WHAT TO DO
Copy each line containing the word "dead" from the records that follow, please.

Stored data:
——————
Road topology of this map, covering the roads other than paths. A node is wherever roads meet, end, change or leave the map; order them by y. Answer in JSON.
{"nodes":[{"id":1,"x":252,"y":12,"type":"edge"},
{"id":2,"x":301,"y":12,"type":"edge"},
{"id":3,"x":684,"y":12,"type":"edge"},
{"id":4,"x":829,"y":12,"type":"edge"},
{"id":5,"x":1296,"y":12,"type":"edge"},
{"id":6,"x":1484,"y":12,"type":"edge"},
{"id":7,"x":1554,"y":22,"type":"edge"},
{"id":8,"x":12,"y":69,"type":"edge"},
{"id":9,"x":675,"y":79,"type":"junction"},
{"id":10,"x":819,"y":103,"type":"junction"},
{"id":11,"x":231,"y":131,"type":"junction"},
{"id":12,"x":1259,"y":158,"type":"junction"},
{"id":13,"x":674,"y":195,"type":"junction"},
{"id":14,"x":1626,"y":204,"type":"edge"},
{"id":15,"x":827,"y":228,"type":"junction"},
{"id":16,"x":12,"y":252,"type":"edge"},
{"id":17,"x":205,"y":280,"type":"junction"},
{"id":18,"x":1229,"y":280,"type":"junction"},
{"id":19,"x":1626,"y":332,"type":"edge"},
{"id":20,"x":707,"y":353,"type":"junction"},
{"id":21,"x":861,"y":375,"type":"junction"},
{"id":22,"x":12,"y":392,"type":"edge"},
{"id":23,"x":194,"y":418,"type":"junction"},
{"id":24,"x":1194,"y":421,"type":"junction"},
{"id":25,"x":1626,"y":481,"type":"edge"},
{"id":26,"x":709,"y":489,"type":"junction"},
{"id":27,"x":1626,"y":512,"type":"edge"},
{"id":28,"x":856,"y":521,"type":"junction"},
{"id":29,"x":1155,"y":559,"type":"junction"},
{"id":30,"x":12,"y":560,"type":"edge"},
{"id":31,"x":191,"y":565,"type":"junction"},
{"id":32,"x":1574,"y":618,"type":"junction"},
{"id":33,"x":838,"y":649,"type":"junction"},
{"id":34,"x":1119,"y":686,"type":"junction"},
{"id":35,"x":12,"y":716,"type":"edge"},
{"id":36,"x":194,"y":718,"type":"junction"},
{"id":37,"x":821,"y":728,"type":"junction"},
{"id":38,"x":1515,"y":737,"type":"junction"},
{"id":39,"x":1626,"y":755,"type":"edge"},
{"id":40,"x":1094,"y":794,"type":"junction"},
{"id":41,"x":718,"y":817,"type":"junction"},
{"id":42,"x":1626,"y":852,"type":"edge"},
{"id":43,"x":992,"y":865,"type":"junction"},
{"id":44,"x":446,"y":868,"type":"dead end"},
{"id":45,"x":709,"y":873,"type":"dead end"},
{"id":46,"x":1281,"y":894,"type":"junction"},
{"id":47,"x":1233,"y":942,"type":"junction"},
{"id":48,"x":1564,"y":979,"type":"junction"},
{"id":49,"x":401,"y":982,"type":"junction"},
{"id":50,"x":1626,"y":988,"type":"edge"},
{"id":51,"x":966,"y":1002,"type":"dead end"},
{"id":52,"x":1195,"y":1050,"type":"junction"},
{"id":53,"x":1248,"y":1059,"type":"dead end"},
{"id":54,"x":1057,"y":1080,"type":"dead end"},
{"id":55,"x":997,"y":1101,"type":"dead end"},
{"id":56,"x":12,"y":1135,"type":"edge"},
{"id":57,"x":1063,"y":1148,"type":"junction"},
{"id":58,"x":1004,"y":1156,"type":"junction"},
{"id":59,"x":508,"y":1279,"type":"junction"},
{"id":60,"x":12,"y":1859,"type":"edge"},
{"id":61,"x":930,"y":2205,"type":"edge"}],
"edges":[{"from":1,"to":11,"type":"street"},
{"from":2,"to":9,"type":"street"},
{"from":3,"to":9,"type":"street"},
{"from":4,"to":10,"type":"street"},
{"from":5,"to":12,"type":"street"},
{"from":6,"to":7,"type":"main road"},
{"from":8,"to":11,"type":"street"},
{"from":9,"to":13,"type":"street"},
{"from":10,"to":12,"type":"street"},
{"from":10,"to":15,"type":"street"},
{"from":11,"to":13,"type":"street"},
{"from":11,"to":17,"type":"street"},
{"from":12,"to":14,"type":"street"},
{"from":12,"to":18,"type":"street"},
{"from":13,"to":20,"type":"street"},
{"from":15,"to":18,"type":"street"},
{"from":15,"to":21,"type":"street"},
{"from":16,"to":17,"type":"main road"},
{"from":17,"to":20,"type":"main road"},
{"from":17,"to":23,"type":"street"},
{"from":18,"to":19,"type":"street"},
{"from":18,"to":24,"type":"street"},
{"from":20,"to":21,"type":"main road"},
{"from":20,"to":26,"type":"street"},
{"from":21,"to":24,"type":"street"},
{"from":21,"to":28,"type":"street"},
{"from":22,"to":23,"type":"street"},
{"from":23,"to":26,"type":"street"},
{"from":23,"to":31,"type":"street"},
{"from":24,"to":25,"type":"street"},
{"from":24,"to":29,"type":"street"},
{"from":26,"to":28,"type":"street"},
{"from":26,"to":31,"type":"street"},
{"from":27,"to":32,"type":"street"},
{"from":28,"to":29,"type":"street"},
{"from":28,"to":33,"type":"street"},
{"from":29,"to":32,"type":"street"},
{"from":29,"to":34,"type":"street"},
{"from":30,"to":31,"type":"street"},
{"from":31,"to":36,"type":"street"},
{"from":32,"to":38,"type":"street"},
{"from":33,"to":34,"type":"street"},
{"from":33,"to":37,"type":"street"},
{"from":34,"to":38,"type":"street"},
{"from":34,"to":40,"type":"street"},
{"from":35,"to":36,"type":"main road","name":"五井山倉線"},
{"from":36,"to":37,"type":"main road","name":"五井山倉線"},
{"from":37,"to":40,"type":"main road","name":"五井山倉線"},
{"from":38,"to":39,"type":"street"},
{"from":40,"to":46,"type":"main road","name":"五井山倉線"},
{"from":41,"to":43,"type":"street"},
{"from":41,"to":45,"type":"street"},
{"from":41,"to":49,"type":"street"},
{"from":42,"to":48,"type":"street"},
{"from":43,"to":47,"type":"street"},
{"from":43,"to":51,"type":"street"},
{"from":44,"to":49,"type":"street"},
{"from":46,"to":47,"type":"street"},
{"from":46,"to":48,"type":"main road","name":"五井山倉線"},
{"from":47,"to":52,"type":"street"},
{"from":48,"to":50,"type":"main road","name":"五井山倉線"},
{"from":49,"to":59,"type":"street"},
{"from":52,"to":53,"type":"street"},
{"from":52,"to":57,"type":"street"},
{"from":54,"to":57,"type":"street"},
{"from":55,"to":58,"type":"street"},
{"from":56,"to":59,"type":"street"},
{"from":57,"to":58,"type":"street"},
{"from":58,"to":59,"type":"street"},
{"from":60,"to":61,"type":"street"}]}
——————
RESULT OF THIS EXERCISE
{"id":44,"x":446,"y":868,"type":"dead end"},
{"id":45,"x":709,"y":873,"type":"dead end"},
{"id":51,"x":966,"y":1002,"type":"dead end"},
{"id":53,"x":1248,"y":1059,"type":"dead end"},
{"id":54,"x":1057,"y":1080,"type":"dead end"},
{"id":55,"x":997,"y":1101,"type":"dead end"},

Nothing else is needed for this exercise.